Contractual mechanisms aside, Charles, focused from the start on establishing an underlying ethos for the programme, based on the principles of Trust, Honesty and Collaboration. These principles have been developed into a set of rules, which every individual involved in the projects are expected to follow. The rules are generally self-policed, and there are very few instances where they are not applied by the numerous teams engaged in the programme. Charles identified a critical role that leadership plays in establishing a successful culture, recognising that in a collaborative contract, leaders need to be skilled at building ‘followership’.

He recognised the challenges of complexity and used the analogy of a pebble dropping into a pond and creating small waves. As projects grow in size and scale, leaders must deal with the challenge of lots of pebbles, dropping into the pool at the same time each creating ripples which intersect and disrupt with each other. He agreed with Alison that co-location is a critical factor in building cohesive and collaborative teams and is fundamental to building teamwork and understanding.

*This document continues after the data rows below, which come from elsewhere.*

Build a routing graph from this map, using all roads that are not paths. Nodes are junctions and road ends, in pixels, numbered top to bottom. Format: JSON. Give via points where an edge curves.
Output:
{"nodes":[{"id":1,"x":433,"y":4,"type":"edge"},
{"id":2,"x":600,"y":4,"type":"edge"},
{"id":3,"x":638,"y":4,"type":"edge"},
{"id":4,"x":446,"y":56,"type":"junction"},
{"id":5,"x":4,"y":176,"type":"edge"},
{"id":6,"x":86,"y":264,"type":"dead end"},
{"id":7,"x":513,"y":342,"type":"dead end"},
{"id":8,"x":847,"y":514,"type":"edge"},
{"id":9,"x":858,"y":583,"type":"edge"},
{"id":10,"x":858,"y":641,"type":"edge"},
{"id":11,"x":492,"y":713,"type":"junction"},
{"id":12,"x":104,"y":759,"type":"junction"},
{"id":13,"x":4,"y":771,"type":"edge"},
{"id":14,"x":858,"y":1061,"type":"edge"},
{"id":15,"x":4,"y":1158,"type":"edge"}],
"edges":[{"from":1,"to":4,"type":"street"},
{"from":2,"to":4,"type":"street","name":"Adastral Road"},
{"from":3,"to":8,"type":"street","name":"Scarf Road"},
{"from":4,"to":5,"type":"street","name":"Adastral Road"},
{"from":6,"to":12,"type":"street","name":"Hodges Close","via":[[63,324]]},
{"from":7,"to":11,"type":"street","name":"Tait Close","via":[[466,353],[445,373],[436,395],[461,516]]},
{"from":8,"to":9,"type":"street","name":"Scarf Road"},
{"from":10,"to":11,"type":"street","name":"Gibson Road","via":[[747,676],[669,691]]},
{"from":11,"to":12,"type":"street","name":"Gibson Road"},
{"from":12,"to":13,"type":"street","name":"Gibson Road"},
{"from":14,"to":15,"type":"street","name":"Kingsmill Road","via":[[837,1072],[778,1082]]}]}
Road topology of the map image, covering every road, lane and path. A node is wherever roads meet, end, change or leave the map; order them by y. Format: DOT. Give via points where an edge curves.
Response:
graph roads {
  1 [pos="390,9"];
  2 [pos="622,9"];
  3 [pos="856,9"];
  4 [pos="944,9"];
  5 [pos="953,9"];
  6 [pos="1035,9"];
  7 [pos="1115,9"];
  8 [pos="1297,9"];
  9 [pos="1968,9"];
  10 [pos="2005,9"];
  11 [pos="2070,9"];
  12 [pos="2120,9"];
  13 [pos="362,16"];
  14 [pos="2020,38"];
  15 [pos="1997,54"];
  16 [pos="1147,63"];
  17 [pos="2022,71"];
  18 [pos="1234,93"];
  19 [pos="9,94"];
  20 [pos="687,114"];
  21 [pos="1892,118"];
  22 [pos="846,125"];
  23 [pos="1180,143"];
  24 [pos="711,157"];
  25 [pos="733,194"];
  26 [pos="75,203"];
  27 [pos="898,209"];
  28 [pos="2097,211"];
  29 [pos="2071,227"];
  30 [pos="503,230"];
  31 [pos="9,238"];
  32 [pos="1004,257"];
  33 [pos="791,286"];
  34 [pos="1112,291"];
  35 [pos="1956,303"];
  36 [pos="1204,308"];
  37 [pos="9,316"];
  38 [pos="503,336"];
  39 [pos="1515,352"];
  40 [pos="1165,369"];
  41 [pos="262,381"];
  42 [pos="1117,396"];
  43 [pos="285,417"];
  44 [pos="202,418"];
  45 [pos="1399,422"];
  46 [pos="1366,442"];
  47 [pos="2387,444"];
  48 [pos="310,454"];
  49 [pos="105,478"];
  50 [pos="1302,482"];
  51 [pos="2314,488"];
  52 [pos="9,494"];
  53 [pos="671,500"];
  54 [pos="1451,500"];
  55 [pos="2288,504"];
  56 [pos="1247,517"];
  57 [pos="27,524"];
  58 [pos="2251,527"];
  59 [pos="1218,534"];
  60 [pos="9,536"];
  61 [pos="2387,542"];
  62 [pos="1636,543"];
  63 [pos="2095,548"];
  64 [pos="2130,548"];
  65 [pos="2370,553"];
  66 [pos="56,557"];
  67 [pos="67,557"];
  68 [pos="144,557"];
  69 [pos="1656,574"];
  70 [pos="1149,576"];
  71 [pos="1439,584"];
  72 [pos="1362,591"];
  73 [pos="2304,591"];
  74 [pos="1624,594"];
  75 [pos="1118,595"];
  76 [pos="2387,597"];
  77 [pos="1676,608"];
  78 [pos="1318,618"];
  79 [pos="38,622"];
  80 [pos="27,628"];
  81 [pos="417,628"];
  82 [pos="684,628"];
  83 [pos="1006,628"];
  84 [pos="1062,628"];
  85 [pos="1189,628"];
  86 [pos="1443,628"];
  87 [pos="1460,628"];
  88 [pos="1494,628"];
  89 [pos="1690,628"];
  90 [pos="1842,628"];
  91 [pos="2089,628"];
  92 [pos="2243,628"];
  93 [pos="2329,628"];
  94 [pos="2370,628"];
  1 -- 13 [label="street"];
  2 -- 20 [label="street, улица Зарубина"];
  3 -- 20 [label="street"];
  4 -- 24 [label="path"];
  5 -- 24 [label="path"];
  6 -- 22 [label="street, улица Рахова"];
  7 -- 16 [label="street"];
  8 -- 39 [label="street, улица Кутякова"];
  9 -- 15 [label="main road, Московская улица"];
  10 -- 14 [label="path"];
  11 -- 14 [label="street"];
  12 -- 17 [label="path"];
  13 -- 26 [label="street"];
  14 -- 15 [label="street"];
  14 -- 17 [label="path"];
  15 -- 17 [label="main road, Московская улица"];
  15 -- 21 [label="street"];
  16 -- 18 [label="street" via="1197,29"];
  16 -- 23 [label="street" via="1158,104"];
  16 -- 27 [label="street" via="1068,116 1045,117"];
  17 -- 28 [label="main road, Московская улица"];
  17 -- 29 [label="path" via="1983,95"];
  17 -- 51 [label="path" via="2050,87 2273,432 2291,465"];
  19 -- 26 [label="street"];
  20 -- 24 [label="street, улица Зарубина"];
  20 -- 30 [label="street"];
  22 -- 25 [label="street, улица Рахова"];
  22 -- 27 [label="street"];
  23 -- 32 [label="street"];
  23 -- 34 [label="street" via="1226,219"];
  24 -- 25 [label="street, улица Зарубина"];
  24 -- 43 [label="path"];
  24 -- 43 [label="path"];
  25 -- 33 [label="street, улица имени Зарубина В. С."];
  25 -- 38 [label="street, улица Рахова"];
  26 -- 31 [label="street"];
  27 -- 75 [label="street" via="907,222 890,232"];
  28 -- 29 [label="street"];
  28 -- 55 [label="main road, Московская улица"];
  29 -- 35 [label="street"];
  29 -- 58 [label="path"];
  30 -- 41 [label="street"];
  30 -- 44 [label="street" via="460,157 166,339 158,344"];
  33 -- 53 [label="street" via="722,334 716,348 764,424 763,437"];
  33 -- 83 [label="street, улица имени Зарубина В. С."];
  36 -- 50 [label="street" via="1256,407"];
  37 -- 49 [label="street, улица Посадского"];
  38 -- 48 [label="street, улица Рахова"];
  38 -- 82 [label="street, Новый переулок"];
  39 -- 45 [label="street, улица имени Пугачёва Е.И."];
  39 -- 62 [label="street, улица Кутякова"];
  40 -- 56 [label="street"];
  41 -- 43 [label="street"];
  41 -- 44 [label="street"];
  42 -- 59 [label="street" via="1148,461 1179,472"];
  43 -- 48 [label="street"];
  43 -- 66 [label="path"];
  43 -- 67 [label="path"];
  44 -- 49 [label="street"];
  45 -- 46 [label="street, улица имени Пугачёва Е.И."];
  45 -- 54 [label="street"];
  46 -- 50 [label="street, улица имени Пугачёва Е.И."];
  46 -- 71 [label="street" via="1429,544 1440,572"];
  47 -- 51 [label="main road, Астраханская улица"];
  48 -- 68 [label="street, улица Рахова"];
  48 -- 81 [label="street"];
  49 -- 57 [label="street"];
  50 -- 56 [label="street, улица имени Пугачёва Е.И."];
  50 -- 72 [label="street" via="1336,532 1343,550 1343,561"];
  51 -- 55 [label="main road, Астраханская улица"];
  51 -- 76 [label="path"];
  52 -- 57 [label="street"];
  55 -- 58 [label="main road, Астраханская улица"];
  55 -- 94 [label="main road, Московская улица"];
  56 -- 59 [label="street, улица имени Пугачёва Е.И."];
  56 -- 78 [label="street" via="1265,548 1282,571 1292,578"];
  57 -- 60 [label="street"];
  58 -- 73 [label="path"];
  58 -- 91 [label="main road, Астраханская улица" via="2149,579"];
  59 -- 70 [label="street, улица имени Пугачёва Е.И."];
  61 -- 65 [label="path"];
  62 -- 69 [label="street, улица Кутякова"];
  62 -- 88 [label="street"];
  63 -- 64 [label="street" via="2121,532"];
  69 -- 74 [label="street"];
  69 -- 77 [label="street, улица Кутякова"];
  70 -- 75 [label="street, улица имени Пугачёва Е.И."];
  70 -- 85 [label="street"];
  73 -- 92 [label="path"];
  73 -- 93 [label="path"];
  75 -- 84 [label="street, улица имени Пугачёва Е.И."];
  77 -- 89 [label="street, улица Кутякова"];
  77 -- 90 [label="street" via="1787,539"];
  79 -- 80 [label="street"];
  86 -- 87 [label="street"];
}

Ed Moore identified the need to establish the right culture from the start, quoting Abraham Lincoln, who said ‘give me six hours to chop down a tree and I would spend the first four sharpening the axe’. Ed made the case that programmes should treat relationship development as a distinct and separate workstream with its own targets and deliverables. Ed observed that too many project leaders tend to assume that their teams will naturally form into collaborative teams and therefore ignore the opportunity to shape the behaviours which occur at the very start. Ed also highlighted the need for project and programme teams to introduce a framework to help teams structure their workstream, and gave an example of the ASARI framework created by ResoLex as illustrated below:

ResoLex ASARI framework

Some of the key points of the discussion from the floor, were as follows:

  • Project culture is directly linked to the quality of leadership.
  • A critical skill for project leaders is to learn to listen to other points of view rather than press on with their sole perspective as to how a problem should be solved.
  • The time for the individual heroic project director has passed. The role of the project director is now to build leadership throughout the team.
  • The primary barrier to industry-wide adoption of the Private Sector Playbook remains a driver amongst many clients to appoint the lowest tender, thus propagating the bad habits, behaviours and relationships that inevitably emerge from such practices.
  • The key to wider adoption must be to focus on being able to clearly articulate the difference between value over cost and use the successes of previous projects to persuade others to continue to support a route based on effective relationships.

As a final comment, Charles pointed out that on Broadgate, each of the individual projects is still negotiated within the framework. He nevertheless observed that not one contractual letter has yet been issued by either party throughout the delivery of the programme. As he put it, when a difficult issue arises it is ‘our’ problem, not just ‘your’ problem. This is a great illustration of collaboration working in practice.